“I would call myself a priestess above all else, even before calling myself a witch. My life is about service to the divine, dedicated to the gods, to serving spirit and to healing others – I trained with quite an eminent psychologist apart from my witchcraft training. A lot of people come to Gavin and myself for healings and readings, and, within our group we do healing circles. It’s not ‘spellcraft’ as such, but more a form of controlled distance healing that any spiritualist would recognise. A spell is really a way of focusing psychic energy in a ritualised way. All ethical magic for us is about healing. We don’t do love spells, and we’re more likely to do a spell for physical healing or to help someone get a job or new home, rather than one for money. […] I feel fulfilled in what I do, and know my life has a greater purpose. I also have no fear of tomorrow; I know that the universe always unfolds as it should, and by serving spirit I will always be looked after by the powers that be.” – Wiccan Priestess Janet Farrar, in an interview with the Irish Independent.

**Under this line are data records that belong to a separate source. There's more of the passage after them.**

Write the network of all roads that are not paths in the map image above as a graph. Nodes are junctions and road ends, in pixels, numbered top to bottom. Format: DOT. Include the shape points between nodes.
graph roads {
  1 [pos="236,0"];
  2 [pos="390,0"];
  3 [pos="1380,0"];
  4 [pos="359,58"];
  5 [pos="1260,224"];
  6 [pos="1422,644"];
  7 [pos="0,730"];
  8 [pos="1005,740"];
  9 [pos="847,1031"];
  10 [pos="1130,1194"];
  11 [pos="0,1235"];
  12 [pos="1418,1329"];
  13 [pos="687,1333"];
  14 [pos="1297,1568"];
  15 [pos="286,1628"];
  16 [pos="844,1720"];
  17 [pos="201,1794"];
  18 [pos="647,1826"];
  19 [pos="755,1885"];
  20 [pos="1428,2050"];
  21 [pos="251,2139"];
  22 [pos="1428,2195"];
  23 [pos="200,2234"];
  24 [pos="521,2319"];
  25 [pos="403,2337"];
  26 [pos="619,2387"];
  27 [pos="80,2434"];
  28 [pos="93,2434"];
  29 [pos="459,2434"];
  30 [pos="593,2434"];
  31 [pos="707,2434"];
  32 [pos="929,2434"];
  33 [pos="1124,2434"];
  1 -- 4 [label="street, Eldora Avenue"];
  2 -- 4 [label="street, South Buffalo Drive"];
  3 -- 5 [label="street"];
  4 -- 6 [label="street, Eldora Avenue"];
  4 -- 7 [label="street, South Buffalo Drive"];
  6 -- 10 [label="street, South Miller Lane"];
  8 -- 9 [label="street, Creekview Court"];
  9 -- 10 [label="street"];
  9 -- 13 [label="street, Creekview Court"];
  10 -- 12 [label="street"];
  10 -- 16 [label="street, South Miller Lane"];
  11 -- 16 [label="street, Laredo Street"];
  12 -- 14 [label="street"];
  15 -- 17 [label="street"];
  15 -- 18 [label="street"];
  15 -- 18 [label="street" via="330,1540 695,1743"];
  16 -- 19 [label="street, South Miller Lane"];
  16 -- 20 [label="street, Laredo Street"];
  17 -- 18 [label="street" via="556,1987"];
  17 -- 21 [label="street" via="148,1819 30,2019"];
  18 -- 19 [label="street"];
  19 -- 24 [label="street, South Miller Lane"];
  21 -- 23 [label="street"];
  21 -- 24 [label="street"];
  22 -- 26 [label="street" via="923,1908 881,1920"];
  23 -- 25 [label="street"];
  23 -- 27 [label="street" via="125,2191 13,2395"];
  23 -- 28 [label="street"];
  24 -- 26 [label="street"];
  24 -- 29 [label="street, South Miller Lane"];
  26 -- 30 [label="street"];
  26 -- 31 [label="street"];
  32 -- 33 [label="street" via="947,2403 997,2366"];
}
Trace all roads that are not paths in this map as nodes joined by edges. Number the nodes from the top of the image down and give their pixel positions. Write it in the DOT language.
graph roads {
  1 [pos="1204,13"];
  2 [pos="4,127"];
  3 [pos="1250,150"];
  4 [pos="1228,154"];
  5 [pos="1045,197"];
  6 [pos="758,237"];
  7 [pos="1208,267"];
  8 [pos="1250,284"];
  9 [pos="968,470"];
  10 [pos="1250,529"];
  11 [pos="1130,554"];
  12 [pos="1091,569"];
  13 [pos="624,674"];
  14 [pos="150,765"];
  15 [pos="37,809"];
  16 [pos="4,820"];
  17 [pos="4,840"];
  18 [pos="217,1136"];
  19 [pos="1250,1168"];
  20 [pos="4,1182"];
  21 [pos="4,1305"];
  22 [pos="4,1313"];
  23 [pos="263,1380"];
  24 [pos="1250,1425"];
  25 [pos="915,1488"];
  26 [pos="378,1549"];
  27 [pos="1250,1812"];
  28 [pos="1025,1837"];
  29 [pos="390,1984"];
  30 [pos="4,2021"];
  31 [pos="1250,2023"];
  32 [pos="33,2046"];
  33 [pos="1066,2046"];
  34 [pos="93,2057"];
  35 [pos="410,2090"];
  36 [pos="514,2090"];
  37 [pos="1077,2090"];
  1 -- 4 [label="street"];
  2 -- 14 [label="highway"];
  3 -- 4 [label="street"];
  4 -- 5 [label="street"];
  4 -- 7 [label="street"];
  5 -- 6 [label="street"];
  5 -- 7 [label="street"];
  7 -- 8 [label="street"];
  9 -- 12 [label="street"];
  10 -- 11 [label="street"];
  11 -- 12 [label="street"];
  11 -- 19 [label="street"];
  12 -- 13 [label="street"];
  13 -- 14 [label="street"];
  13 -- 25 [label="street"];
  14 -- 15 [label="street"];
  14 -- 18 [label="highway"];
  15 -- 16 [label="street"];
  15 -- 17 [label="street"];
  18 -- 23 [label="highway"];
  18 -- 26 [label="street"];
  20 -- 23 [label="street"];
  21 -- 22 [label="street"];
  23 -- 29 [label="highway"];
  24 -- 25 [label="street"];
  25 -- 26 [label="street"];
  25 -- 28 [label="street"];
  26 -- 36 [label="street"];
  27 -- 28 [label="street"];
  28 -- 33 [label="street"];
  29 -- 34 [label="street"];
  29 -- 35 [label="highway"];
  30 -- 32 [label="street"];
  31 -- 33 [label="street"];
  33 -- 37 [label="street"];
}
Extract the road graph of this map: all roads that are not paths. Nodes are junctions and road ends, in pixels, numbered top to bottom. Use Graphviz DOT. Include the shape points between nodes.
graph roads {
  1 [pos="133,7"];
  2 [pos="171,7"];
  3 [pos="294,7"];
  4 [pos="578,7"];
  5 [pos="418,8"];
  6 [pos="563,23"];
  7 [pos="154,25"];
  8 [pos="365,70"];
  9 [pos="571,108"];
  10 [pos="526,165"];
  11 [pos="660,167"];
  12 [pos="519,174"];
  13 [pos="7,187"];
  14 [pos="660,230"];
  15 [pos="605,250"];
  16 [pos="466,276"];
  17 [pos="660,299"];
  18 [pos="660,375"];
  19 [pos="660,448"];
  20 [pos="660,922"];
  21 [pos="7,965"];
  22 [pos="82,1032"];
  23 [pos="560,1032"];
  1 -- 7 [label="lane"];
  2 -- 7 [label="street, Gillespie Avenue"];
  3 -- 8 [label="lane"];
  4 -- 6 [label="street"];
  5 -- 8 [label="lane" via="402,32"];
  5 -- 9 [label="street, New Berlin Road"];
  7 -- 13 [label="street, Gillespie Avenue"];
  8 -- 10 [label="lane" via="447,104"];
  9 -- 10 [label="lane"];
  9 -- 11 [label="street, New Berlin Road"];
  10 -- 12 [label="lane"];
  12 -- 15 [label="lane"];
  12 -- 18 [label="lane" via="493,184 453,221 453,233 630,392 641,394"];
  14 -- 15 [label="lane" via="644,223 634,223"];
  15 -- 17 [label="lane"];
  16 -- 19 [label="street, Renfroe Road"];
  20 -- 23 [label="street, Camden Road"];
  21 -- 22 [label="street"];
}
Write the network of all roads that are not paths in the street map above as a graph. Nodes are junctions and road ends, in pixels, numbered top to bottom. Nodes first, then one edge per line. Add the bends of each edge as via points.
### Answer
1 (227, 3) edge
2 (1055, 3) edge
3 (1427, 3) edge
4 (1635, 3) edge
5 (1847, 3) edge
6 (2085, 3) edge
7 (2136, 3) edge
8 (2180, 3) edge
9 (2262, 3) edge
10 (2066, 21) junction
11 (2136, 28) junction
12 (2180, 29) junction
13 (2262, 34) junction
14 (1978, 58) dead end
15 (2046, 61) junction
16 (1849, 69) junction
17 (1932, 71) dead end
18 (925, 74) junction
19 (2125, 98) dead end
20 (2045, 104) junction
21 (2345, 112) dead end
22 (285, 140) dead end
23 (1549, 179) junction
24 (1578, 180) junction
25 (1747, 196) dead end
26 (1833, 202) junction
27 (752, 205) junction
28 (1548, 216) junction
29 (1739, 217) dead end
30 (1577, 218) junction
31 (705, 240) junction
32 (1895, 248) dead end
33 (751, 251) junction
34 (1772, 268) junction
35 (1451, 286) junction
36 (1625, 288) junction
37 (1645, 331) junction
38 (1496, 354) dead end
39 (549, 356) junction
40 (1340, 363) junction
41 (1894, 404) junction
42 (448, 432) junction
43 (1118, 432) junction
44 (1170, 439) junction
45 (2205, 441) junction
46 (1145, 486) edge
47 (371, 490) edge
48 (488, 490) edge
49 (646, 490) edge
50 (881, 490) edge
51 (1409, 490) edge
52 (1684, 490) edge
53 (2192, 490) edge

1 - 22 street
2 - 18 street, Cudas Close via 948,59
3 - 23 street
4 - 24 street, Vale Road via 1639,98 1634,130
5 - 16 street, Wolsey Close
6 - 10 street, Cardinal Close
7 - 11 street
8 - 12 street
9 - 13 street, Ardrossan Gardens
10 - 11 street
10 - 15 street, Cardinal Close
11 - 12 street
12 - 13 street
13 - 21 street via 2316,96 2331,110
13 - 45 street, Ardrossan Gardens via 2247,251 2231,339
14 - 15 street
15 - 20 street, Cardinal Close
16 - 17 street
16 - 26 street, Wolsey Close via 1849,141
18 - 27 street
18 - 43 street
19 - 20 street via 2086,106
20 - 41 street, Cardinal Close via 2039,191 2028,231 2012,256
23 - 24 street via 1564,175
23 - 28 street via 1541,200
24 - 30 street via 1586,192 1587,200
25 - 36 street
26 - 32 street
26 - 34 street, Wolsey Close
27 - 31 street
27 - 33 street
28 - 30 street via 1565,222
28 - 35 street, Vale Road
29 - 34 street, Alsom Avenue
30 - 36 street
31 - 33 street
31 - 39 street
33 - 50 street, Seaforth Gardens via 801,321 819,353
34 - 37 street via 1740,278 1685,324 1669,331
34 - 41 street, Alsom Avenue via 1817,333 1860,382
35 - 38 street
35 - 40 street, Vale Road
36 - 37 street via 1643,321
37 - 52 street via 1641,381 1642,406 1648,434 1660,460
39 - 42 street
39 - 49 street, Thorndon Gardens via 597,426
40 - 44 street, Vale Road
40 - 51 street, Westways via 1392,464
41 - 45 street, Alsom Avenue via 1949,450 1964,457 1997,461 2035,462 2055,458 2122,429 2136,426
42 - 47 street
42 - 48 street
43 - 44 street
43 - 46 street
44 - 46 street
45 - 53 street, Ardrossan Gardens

“We are entering the astrological sign of Virgo, the sign of Our Lady of the Harvest. The Harvest Goddess is an important deity for everyone. Whether we live in the centre of a city or in the countryside, we are dependent on the crop cycle for food and life. Here in Brittany, the Celtic north-west of rural France, the grain in the fields around us has been reaped and threshed. The ears are ready to be transformed into flour and then bread; the stalks will provide animal food and bedding. The reality of humankind’s dependence on the natural world is all around us. The end of the grain harvest is a natural time for us to celebrate and to honor the harvest Goddess. It was a time when people could take a brief break from back-breaking work. Knowing that the grain was safely harvested, our ancestors could celebrate that there was food for the winter to come. The Harvest Goddess is the dark-skinned Goddess, who survived into the Christian era as the Black Madonna. She is the Goddess of those who farm and garden, who spend long hours outdoors and are burned by the sun. She is the Goddess of the ripened corn, Lady of the golden sun-kissed fields. She reminds us that life in the body and the natural world are as important as the world of spirit.” – Vivianne Crowley, on Our Lady of the Harvest.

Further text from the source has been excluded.